> _Task to complete_
Extract the full set of records, then give each one again exactly.

> _Records to process_
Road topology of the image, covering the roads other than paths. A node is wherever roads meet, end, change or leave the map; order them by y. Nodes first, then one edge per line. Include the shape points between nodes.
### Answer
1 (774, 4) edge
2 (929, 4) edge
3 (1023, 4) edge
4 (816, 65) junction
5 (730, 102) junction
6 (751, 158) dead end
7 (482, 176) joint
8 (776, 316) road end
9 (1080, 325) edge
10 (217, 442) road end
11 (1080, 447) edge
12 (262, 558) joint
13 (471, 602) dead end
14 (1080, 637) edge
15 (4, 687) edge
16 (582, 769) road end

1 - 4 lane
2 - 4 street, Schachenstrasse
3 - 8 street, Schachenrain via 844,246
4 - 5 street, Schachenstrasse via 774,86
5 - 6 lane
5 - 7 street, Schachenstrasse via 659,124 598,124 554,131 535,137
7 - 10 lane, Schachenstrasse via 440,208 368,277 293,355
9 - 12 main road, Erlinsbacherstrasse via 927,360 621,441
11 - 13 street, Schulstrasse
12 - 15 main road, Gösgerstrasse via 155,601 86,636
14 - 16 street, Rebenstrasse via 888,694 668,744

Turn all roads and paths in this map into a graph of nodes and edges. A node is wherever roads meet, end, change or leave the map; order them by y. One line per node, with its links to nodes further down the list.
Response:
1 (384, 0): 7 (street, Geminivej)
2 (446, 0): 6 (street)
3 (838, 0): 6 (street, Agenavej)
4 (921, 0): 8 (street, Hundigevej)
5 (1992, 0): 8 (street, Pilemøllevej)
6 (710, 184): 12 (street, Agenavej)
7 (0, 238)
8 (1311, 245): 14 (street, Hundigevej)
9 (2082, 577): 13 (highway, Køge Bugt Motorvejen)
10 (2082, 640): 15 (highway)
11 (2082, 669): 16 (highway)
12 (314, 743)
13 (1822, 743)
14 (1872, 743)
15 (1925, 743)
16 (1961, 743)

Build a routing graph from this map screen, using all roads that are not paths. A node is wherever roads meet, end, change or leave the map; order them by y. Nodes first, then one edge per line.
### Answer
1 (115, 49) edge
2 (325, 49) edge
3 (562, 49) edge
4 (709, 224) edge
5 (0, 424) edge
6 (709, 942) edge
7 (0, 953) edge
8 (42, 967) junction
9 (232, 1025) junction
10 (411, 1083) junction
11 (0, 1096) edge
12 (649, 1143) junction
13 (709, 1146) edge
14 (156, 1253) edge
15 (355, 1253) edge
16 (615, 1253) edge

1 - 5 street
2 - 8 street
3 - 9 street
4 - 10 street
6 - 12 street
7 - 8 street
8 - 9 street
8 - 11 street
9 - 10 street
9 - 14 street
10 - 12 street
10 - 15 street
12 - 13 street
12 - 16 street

> _Answer to this task_
Road topology of the image, covering the roads other than paths. A node is wherever roads meet, end, change or leave the map; order them by y. Nodes first, then one edge per line. Include the shape points between nodes.
### Answer
1 (774, 4) edge
2 (929, 4) edge
3 (1023, 4) edge
4 (816, 65) junction
5 (730, 102) junction
6 (751, 158) dead end
7 (482, 176) joint
8 (776, 316) road end
9 (1080, 325) edge
10 (217, 442) road end
11 (1080, 447) edge
12 (262, 558) joint
13 (471, 602) dead end
14 (1080, 637) edge
15 (4, 687) edge
16 (582, 769) road end

1 - 4 lane
2 - 4 street, Schachenstrasse
3 - 8 street, Schachenrain via 844,246
4 - 5 street, Schachenstrasse via 774,86
5 - 6 lane
5 - 7 street, Schachenstrasse via 659,124 598,124 554,131 535,137
7 - 10 lane, Schachenstrasse via 440,208 368,277 293,355
9 - 12 main road, Erlinsbacherstrasse via 927,360 621,441
11 - 13 street, Schulstrasse
12 - 15 main road, Gösgerstrasse via 155,601 86,636
14 - 16 street, Rebenstrasse via 888,694 668,744

Turn all roads and paths in this map into a graph of nodes and edges. A node is wherever roads meet, end, change or leave the map; order them by y. One line per node, with its links to nodes further down the list.
Response:
1 (384, 0): 7 (street, Geminivej)
2 (446, 0): 6 (street)
3 (838, 0): 6 (street, Agenavej)
4 (921, 0): 8 (street, Hundigevej)
5 (1992, 0): 8 (street, Pilemøllevej)
6 (710, 184): 12 (street, Agenavej)
7 (0, 238)
8 (1311, 245): 14 (street, Hundigevej)
9 (2082, 577): 13 (highway, Køge Bugt Motorvejen)
10 (2082, 640): 15 (highway)
11 (2082, 669): 16 (highway)
12 (314, 743)
13 (1822, 743)
14 (1872, 743)
15 (1925, 743)
16 (1961, 743)

Build a routing graph from this map screen, using all roads that are not paths. A node is wherever roads meet, end, change or leave the map; order them by y. Nodes first, then one edge per line.
### Answer
1 (115, 49) edge
2 (325, 49) edge
3 (562, 49) edge
4 (709, 224) edge
5 (0, 424) edge
6 (709, 942) edge
7 (0, 953) edge
8 (42, 967) junction
9 (232, 1025) junction
10 (411, 1083) junction
11 (0, 1096) edge
12 (649, 1143) junction
13 (709, 1146) edge
14 (156, 1253) edge
15 (355, 1253) edge
16 (615, 1253) edge

1 - 5 street
2 - 8 street
3 - 9 street
4 - 10 street
6 - 12 street
7 - 8 street
8 - 9 street
8 - 11 street
9 - 10 street
9 - 14 street
10 - 12 street
10 - 15 street
12 - 13 street
12 - 16 street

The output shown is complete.